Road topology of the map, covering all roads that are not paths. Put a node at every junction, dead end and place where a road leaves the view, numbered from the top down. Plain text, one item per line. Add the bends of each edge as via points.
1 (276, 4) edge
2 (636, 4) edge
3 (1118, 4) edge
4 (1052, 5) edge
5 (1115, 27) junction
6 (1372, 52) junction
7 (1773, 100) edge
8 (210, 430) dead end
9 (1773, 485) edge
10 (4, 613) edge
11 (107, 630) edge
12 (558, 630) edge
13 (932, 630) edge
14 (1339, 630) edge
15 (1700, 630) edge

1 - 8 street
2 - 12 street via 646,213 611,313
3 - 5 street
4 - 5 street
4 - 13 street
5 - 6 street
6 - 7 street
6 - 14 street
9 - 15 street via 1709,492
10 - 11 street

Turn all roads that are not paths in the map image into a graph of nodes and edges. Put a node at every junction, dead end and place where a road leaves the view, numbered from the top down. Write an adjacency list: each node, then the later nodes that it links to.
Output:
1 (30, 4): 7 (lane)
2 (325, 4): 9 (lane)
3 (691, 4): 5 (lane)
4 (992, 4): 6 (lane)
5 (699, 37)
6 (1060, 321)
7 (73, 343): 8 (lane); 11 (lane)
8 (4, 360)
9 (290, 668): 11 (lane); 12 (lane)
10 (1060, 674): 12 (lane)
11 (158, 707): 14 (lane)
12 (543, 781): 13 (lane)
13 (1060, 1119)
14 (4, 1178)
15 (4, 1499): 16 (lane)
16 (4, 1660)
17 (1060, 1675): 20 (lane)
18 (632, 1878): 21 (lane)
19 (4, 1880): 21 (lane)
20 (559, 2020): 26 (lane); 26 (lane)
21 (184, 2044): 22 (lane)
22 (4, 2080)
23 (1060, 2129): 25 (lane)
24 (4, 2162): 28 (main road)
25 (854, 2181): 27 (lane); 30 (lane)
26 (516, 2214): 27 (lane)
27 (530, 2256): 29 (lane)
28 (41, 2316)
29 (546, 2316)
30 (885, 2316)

* * *

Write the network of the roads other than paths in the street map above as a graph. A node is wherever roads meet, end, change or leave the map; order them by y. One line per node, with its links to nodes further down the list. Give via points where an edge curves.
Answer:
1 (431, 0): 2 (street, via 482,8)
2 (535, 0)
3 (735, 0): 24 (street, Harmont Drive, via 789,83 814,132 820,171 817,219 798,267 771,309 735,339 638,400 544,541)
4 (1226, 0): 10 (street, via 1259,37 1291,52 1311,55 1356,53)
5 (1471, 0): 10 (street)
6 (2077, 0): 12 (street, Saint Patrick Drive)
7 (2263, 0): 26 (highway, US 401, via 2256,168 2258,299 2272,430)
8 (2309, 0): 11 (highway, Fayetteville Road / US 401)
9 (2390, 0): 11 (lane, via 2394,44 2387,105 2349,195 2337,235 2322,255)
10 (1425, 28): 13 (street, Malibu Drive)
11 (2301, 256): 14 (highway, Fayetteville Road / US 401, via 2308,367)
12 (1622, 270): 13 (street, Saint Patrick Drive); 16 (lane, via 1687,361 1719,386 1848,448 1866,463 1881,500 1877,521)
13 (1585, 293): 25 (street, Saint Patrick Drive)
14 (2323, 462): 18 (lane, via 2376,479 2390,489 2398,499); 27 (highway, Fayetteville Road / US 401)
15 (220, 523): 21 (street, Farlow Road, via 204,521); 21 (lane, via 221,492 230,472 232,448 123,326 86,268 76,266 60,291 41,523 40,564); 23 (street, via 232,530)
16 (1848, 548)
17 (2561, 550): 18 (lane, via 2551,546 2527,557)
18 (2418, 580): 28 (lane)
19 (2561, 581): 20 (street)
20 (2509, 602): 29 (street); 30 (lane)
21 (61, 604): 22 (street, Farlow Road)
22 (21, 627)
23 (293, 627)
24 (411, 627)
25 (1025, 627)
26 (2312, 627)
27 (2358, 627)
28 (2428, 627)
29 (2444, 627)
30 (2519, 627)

* * *

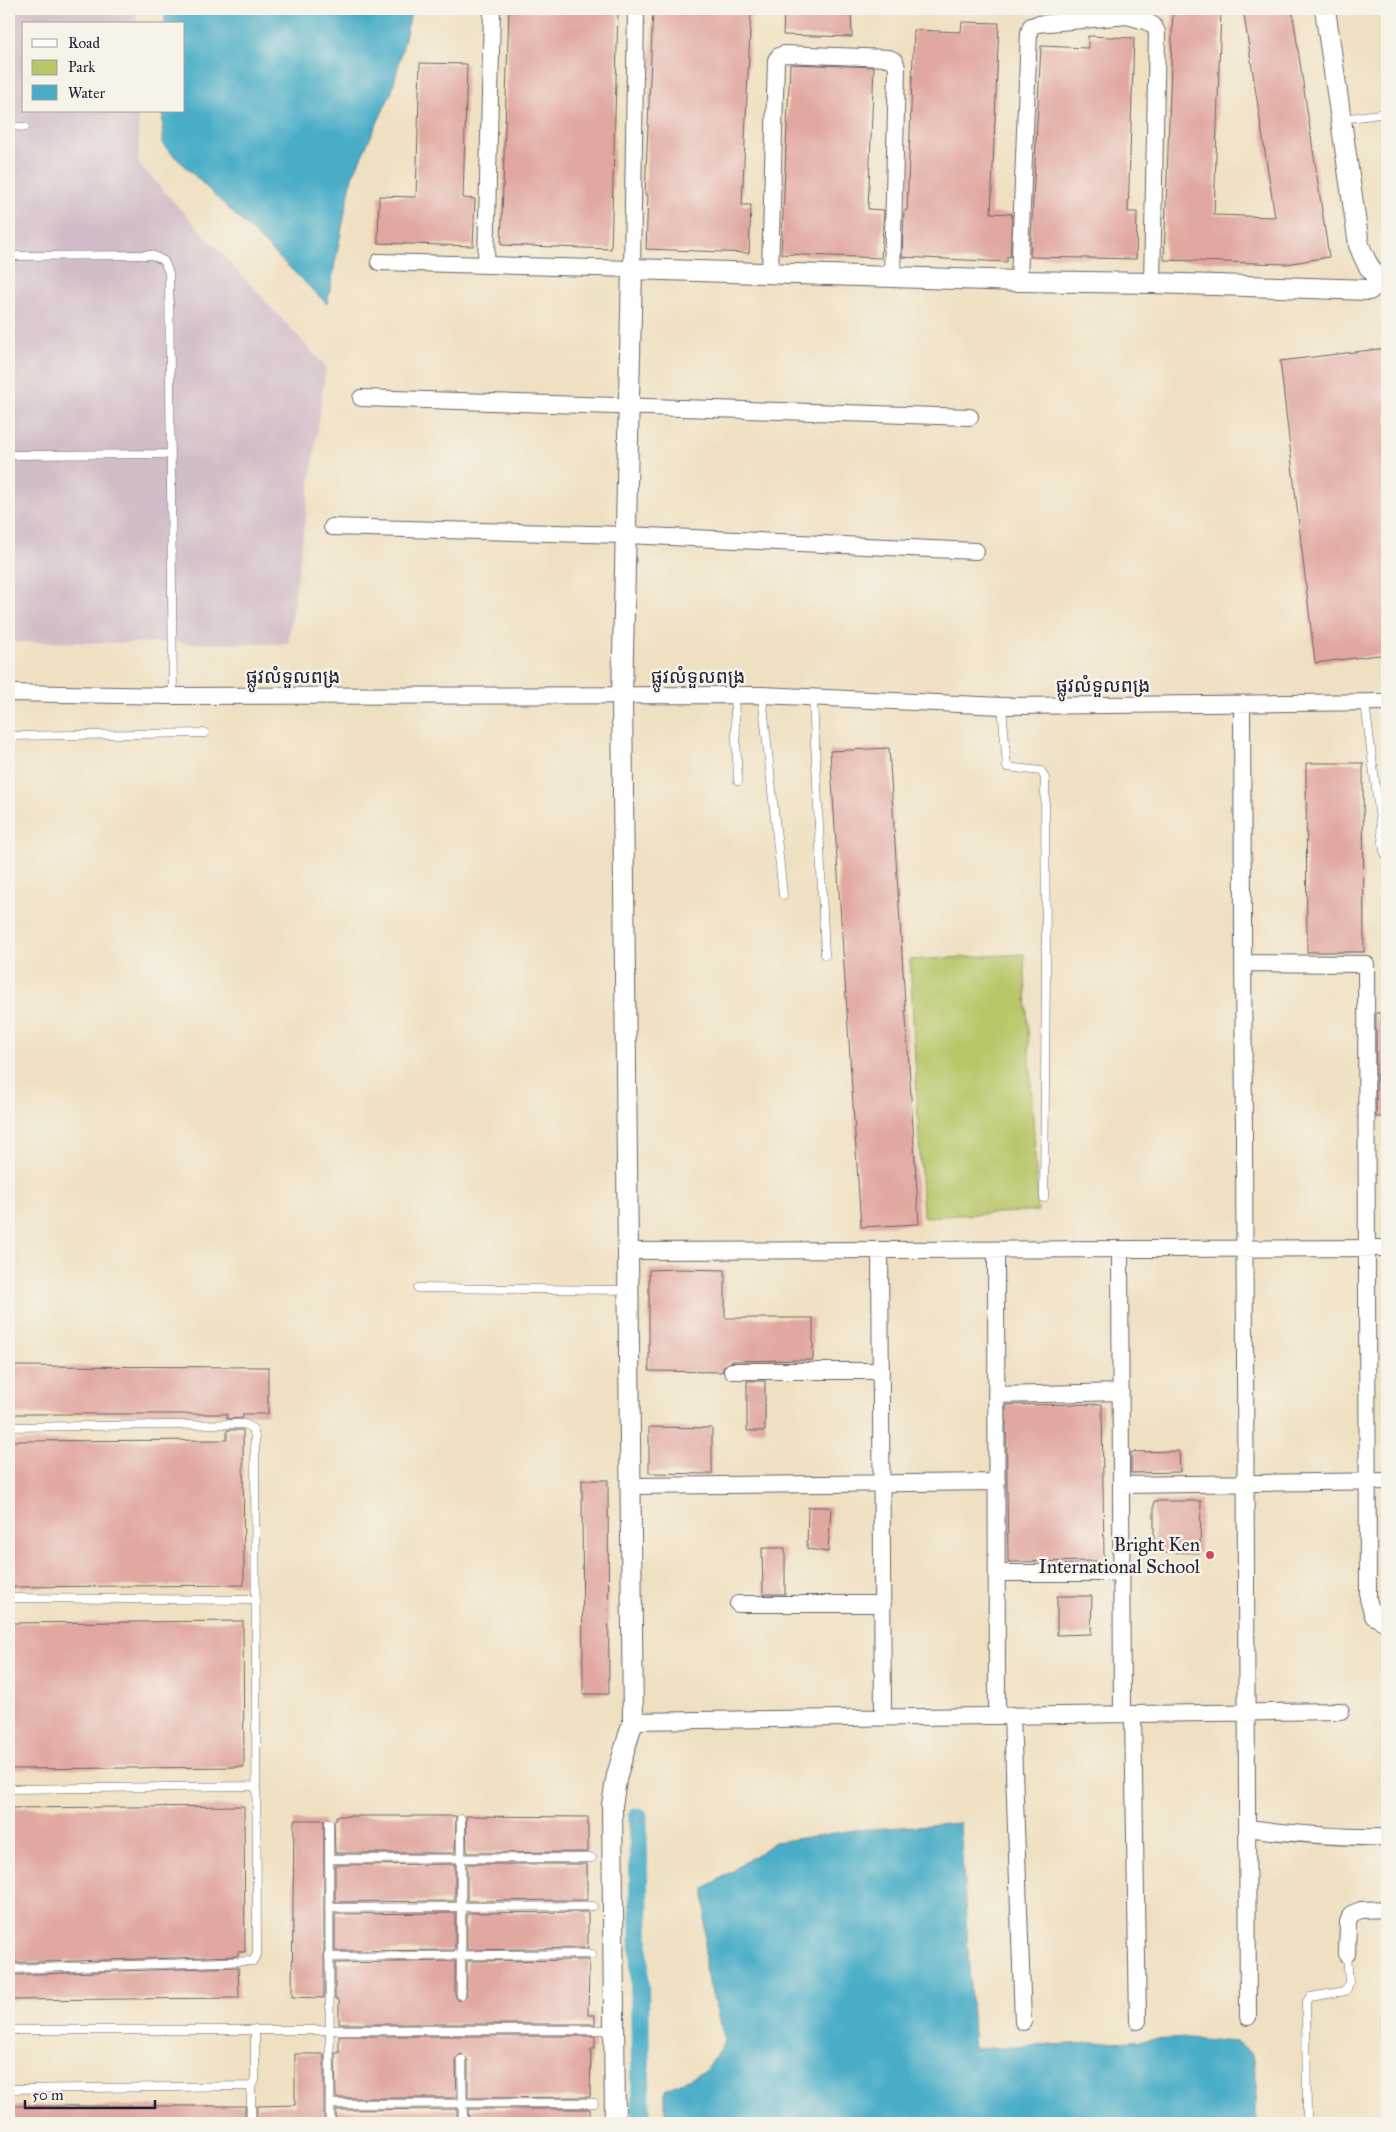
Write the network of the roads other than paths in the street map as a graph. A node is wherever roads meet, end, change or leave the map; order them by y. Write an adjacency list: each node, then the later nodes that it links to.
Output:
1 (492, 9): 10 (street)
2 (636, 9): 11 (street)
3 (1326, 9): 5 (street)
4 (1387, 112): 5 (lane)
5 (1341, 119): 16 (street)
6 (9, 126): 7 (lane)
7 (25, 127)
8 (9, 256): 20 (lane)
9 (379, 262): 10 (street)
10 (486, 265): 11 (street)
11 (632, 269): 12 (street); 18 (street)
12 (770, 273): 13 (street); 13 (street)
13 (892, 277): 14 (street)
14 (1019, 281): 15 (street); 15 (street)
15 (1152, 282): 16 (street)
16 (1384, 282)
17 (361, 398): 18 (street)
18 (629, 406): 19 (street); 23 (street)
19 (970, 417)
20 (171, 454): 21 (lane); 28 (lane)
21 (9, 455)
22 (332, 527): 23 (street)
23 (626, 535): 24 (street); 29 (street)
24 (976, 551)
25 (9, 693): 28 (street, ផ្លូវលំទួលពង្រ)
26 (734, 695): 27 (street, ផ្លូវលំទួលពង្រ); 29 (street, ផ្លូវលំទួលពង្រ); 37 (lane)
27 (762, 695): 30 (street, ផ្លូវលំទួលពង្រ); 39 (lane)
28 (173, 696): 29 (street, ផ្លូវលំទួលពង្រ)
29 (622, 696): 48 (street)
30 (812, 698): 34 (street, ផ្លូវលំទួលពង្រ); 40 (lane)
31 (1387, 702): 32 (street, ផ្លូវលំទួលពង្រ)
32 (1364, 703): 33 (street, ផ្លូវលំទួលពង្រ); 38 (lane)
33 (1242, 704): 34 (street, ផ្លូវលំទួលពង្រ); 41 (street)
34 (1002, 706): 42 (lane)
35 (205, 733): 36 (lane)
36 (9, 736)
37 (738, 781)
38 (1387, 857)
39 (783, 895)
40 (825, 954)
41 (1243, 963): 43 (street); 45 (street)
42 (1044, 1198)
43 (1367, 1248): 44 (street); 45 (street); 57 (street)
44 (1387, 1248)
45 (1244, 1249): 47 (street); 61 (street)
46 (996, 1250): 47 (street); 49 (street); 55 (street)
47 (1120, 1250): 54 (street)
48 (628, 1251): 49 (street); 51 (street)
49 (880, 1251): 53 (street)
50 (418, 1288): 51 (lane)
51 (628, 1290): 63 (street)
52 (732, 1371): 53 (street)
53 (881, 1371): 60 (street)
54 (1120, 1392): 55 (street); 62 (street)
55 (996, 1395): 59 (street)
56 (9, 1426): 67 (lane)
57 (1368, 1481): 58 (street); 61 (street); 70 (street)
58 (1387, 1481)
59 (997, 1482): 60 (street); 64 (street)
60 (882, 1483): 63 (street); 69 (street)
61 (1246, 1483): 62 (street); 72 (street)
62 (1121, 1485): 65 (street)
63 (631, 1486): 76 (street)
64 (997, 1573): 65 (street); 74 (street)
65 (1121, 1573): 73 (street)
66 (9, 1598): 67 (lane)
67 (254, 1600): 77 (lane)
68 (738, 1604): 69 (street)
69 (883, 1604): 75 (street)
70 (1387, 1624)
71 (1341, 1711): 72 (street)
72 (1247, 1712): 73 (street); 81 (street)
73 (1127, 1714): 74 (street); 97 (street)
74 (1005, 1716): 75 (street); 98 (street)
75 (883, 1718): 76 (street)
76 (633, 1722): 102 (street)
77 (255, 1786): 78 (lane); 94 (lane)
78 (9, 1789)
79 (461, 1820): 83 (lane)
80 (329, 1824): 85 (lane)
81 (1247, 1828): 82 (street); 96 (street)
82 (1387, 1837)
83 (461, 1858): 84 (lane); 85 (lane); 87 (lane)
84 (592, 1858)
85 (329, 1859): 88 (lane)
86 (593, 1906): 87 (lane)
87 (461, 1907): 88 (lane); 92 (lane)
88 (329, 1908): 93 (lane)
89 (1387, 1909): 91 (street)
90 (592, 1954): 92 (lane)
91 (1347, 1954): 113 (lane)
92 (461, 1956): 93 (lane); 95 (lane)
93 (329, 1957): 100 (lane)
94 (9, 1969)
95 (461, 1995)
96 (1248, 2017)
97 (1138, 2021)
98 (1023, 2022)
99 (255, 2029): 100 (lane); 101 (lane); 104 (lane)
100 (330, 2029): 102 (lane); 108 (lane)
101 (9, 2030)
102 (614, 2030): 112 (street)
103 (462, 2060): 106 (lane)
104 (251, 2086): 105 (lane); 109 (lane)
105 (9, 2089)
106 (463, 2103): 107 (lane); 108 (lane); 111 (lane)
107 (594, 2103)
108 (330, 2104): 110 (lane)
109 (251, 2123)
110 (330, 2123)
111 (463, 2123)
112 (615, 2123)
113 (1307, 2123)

* [YOUR TASK]
Copy each line of the listing above that contains the word "order".

* [RESULT]
Write the network of the roads other than paths in the street map above as a graph. A node is wherever roads meet, end, change or leave the map; order them by y. One line per node, with its links to nodes further down the list. Give via points where an edge curves.
Write the network of the roads other than paths in the street map as a graph. A node is wherever roads meet, end, change or leave the map; order them by y. Write an adjacency list: each node, then the later nodes that it links to.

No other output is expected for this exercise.